Design, power, and alpha levels in randomized phase II oncology trials

BACKGROUND: The statistical plan of a phase II trial should balance minimizing the premature termination of potentially beneficial therapies (i.e. false negatives) and the further, costly testing of ineffective drugs (i.e. false positives). We sought to examine the methodology, reporting, and bias in the interpretation of outcomes of phase II oncology trials in recent years. MATERIALS AND METHODS: In a retrospective cross-sectional analysis, we reviewed all full-length articles published on PubMed from 1 January 2021 to 20 June 2022. We searched for data regarding the sample size calculation (number, α value, power, and expected effect size), the primary and secondary outcomes and results, and the authors’ conclusion of the study.
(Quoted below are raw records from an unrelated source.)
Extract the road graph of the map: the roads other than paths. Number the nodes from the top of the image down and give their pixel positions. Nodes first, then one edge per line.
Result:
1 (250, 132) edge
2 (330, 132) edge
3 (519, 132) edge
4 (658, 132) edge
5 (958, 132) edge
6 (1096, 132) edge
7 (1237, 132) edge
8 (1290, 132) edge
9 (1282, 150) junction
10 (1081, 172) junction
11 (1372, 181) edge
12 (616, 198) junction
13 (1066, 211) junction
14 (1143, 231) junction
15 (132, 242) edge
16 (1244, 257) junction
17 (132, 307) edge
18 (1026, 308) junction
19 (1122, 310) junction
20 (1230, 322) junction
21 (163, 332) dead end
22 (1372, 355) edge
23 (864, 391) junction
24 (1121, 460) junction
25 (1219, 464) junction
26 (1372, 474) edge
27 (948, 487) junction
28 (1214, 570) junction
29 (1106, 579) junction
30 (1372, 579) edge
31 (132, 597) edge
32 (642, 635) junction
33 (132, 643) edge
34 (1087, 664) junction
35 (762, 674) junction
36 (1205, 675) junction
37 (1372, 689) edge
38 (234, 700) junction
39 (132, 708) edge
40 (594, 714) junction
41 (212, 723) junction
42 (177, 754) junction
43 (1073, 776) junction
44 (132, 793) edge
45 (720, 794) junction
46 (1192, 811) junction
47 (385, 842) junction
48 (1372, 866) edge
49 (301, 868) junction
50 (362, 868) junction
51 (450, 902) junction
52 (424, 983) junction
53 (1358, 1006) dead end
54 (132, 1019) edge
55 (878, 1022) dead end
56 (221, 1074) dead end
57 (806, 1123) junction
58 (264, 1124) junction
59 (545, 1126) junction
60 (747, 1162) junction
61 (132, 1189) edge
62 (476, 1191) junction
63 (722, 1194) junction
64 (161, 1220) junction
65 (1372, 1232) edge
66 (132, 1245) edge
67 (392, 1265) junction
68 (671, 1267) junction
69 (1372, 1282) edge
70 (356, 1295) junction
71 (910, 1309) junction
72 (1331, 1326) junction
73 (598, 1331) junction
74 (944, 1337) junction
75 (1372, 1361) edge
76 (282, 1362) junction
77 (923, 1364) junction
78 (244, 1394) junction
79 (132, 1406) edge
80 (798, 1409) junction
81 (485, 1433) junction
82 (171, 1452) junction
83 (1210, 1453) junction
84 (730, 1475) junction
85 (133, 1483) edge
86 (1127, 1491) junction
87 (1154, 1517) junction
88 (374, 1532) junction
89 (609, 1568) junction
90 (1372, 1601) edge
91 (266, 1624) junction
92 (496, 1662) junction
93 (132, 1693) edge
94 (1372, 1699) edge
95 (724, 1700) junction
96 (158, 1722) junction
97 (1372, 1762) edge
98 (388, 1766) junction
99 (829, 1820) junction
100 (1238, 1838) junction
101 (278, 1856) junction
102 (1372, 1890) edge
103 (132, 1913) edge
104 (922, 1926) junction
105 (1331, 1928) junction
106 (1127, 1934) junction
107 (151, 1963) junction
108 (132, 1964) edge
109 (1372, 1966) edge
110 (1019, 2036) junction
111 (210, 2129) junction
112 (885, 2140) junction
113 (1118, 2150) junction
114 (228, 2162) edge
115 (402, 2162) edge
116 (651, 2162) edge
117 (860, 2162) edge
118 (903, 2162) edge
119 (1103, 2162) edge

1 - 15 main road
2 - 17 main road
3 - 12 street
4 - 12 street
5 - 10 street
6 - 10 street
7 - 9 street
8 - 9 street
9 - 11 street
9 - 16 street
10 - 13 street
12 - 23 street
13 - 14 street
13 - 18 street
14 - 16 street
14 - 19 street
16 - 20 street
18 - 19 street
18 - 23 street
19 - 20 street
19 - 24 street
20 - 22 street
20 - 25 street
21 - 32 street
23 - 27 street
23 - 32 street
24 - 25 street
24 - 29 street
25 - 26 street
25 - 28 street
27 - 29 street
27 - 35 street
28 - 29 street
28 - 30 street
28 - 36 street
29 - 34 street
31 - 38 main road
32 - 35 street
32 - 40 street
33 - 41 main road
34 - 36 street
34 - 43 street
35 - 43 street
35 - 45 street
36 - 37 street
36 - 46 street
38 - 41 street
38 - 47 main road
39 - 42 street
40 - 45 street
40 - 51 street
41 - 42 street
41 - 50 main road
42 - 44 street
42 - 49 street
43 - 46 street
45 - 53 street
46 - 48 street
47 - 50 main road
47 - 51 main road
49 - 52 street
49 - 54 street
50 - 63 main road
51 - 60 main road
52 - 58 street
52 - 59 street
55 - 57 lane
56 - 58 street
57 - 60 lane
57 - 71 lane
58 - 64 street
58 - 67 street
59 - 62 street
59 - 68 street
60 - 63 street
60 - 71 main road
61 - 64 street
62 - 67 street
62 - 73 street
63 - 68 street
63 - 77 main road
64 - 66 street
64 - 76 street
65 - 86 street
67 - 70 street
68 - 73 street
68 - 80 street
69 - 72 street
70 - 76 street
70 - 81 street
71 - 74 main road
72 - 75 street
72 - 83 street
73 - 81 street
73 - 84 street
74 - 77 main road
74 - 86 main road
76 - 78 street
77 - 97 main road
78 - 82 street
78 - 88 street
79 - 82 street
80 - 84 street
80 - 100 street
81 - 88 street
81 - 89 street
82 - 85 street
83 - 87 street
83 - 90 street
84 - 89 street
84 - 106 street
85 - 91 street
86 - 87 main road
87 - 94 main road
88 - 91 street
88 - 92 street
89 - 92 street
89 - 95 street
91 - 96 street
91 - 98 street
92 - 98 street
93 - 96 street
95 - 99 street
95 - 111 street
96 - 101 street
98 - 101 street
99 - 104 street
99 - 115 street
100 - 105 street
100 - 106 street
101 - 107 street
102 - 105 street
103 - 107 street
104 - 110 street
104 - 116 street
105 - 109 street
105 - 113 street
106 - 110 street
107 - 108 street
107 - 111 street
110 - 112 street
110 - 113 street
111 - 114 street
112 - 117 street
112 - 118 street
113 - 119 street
RESULTS: About 5.4% of studies (n = 10) used a statistical power that was inferior to 80%, and 16.7% (n = 34) did not indicate the level of power for the sample size calculation. Approximately 16.7% (n = 31) of studies used a one-sided α level of ≤0.025; 17.7% (n = 33) of studies used a predefined threshold (no comparator effect size or difference between groups) to determine the sample size for efficacy. The percentage of studies with a positive authors’ conclusion but not meeting the primary endpoint, or the endpoint was equivocal, was 27.4% (n = 51). CONCLUSION: Many randomized phase II studies in oncology failed to report essential data for determining sample size calculations, many did not actually use a comparator to determine efficacy even though the studies were randomized, and many had positive conclusions even though the results were indeterminate or the primary endpoint was not met.